Mélusine Mallender a deux passions: l’aventure en solitaire à moto et la condition des femmes. Elle a mis la première au service de la seconde en parcourant « Les Routes Persanes », 27.000 km en Asie Centrale, au guidon de sa 800 cm3, à la rencontre de ses soeurs d’Asie centrale.

« La moto, c’est ma liberté et ma liberté, c’est aussi celle, trop souvent entravée, de la moitié des terriens, les femmes… », assure la voyageuse de 30 ans, fille d’un père britannique et motard et d’une mère française et féministe.

Ni pétroleuse dans son engagement pour la cause des femmes, ni « poignée dans le coin » sur la selle de son engin, l’ancienne costumière de théâtre et modiste, lectrice de Simone de Beauvoir et admiratrice d’Eve Ensler (la dramaturge américaine, auteure des « Dialogues du vagin »), est une militante de la rencontre et de l’écoute.

Elle a quitté Paris en juin et est revenue en octobre après une longue boucle qui l’a conduite jusqu’au Kirghizstan, à la frontière chinoise, à travers 19 pays, la plupart de culture islamique.
Seule exception au caractère solitaire de son voyage, l’Iran, où il est interdit aux femmes de piloter une moto.

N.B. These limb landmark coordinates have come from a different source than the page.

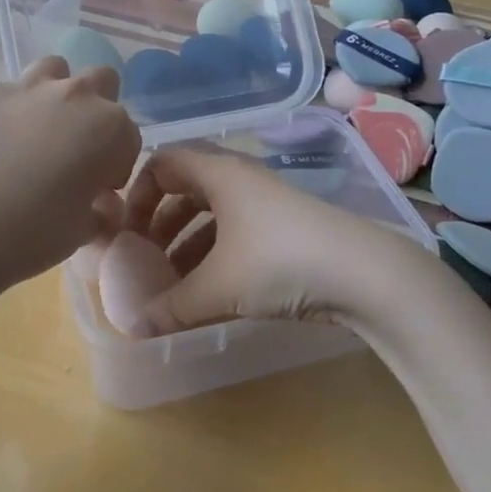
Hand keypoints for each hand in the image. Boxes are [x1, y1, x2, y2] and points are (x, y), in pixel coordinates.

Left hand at [0, 57, 141, 295]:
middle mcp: (74, 95)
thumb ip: (99, 212)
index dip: (116, 164)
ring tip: (33, 132)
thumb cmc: (32, 234)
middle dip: (95, 108)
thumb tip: (100, 207)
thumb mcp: (80, 232)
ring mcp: (24, 87)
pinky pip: (1, 93)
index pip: (129, 136)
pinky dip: (1, 112)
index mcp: (109, 128)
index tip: (98, 188)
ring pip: (53, 69)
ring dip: (52, 93)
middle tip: (74, 148)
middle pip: (102, 81)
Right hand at [113, 146, 448, 335]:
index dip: (138, 193)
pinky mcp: (285, 230)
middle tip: (143, 258)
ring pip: (212, 215)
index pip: (163, 163)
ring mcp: (266, 204)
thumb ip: (170, 307)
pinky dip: (214, 257)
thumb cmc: (279, 262)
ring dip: (186, 244)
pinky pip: (235, 234)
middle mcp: (240, 180)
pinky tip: (207, 293)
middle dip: (160, 224)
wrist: (365, 274)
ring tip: (170, 284)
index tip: (126, 232)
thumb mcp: (218, 287)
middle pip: (185, 190)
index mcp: (219, 174)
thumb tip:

Un ami, l’explorateur franco-suisse Christian Clot, est donc venu la rejoindre pour tenir le guidon…

« Dans ces pays d’Asie Centrale, une femme qui voyage seule à moto –au-delà de la forte surprise qu’elle provoque, comme une extra-terrestre– projette une image de liberté, d’audace, qui constitue un excellent passeport pour lier connaissance », explique Mélusine Mallender.

Through the desert on a bike with no name.....

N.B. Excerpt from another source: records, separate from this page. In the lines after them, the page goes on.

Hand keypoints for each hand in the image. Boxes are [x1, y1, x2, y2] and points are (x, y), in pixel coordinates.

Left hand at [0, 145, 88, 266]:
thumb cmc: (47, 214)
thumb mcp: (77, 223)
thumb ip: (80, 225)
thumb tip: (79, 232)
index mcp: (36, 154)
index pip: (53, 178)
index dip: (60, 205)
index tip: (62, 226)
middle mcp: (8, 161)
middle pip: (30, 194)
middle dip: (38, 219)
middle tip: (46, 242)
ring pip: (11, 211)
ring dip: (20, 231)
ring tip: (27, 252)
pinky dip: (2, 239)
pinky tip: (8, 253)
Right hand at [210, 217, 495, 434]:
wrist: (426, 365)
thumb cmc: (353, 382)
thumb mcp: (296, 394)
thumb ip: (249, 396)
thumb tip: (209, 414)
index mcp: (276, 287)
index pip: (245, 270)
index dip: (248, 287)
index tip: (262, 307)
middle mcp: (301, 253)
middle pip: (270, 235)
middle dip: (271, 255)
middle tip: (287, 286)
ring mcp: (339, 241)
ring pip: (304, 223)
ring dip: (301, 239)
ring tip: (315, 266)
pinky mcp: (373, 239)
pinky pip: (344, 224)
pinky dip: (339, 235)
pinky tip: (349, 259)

« En Iran, Ouzbékistan, Kirghizstan ou Kazakhstan, j’ai été regardée et accueillie comme un être androgyne, forçant le respect des hommes tout en ayant accès aux cercles restreints et privés des seules femmes », ajoute-t-elle.
De routes en pistes cabossées, de cols en lacs d’altitude, des Monts Célestes à la chaîne du Pamir, dans le désert brûlant (58°C à l’ombre) du Dash-E-Lut en Iran et les immenses pampas du Kazakhstan, dormant sous la tente parmi les yaks, Mélusine Mallender a exporté sa liberté pour en semer les graines chez ses semblables.

–Rêves de femmes–

Des dizaines de femmes et jeunes filles, filmées et interviewées, à Téhéran comme à Chiraz, à Tachkent comme à Bichkek et Amaty, ou dans les campagnes les plus reculées de l’ancienne Union Soviétique, se sont confiées à la jeune motarde.
Au sud du Kirghizstan, elle est entrée dans « la vallée des femmes », une communauté de villageoises vivant sous des yourtes en quasi gynécée, pendant que leurs hommes étaient partis travailler en Russie.

« J’ai trait les vaches et les juments, monté leurs chevaux, partagé leur gîte, leurs rires et écouté leurs rêves », dit Mélusine, qui maîtrise suffisamment la langue russe pour échanger.

« Et leur rêve, souligne-t-elle, était plus souvent de voir la tour Eiffel que de changer d’existence. Ces candidates au voyage, à la découverte, ne l’étaient en aucun cas à l’émigration ».

Reste l’Iran, où la Française a pu mesurer la fracture entre vie publique –soumise aux discriminatoires lois islamiques– et vie privée.

Où sont les femmes ?

« J’ai rencontré dans les grandes villes nombre de jeunes « Belphégor » de la rue, drapées des pieds à la tête, se transformer chez elles et avec leurs amies en Britney Spears et Madonna. On critique le gouvernement, on chante, on danse en jean, mini-jupe et débardeur, on consomme de l’alcool, on craque les verrous internet officiels pour avoir accès au monde… », dit Mélusine, qui ne doute pas que dans l’ancienne Perse aussi, « la femme est l’avenir de l’homme ».